El principio fundamental es “enfriar el ahora y calentar el después”. Planes “If-Then” para favorecer el autocontrol, y reforzar el “querer” (si no quieres de verdad cambiar, no cambias). Reevaluación cognitiva y autodistanciamiento: tenemos opciones y cada opción tiene sus consecuencias.
Mischel concluye así este espléndido libro: “Cuando me pedían que resumiera el mensaje fundamental de la investigación sobre el autocontrol, recordaba el famoso dictum de Descartes: “Cogito, ergo sum”, “Pienso, luego existo”. Lo que se ha descubierto sobre la mente, el cerebro y el autocontrol nos permite trasladarnos de su proposición a la de “Pienso, luego puedo cambiar mi existencia”. Porque cambiando nuestro modo de pensar podemos cambiar lo que sentimos, hacemos y finalmente somos. Si esto nos lleva a la pregunta: “¿Pero podemos cambiar realmente?”, respondo lo que George Kelly decía a sus pacientes cuando le preguntaban si podían tener control sobre sus vidas: los miraba fijamente a los ojos y los decía: “¿Te gustaría cambiar?”.

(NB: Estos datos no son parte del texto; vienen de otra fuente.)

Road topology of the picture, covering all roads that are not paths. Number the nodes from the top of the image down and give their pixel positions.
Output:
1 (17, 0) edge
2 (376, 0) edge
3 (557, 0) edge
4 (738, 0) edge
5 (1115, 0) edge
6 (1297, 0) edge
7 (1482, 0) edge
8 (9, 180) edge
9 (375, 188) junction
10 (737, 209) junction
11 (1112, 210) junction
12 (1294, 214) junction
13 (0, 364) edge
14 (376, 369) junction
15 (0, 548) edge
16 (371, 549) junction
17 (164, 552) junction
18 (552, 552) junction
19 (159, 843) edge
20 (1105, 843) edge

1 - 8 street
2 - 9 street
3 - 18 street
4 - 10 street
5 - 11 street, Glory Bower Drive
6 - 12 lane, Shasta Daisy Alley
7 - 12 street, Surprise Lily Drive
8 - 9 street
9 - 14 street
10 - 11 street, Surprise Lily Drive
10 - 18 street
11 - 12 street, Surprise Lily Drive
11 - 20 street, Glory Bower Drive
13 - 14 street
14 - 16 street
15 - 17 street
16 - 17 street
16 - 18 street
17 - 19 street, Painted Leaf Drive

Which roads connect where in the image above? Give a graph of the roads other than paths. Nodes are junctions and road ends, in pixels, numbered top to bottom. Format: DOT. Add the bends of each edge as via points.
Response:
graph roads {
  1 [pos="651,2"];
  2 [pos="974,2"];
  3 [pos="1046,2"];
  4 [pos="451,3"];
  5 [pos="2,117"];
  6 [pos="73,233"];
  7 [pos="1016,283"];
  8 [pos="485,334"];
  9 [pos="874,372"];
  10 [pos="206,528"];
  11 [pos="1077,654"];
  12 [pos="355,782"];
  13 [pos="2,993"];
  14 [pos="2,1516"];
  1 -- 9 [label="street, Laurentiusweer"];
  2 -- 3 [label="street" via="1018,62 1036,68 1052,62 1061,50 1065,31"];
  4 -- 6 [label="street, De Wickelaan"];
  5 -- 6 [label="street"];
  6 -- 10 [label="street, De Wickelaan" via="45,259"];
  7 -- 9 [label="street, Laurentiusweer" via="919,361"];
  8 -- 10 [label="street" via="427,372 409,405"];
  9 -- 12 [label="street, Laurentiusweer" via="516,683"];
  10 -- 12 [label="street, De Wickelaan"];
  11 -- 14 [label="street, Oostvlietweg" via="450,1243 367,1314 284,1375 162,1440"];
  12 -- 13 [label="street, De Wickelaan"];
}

‘El test de la golosina’ me ha hecho pensar en las dinámicas de las organizaciones, que suelen pasar de sistemas fríos a sistemas calientes. Por ejemplo, el Real Madrid sustituyó al impetuoso y provocador Mourinho (en 3 años, una Copa, una Liga, una Supercopa) por Ancelotti, “el hombre tranquilo” (en dos temporadas, una Champions, una Supercopa de Europa, un Mundialito). En los últimos 32 años, el entrenador no ha sobrevivido cuando el club no ha ganado nada. Carletto se da a sí mismo siempre un 10 por cómo se esfuerza, pero las organizaciones entienden de resultados, de logros, no de esfuerzos, y conviene recordarlo siempre.
Lo mismo ocurre en todo tipo de instituciones: una persona calmada, “de sistema frío”, que habitualmente no se pone en valor como debe, es reemplazada por otra “de sistema caliente”, que no finalmente no cumple las desorbitadas expectativas. Y el proceso de enamoramiento finaliza en frustración. La historia se repite una y otra vez.
Mi gratitud y admiración hacia mis compañeros de dirección, que se esfuerzan a tope, consiguen logros y sortean el estrés desde la fuerza de voluntad.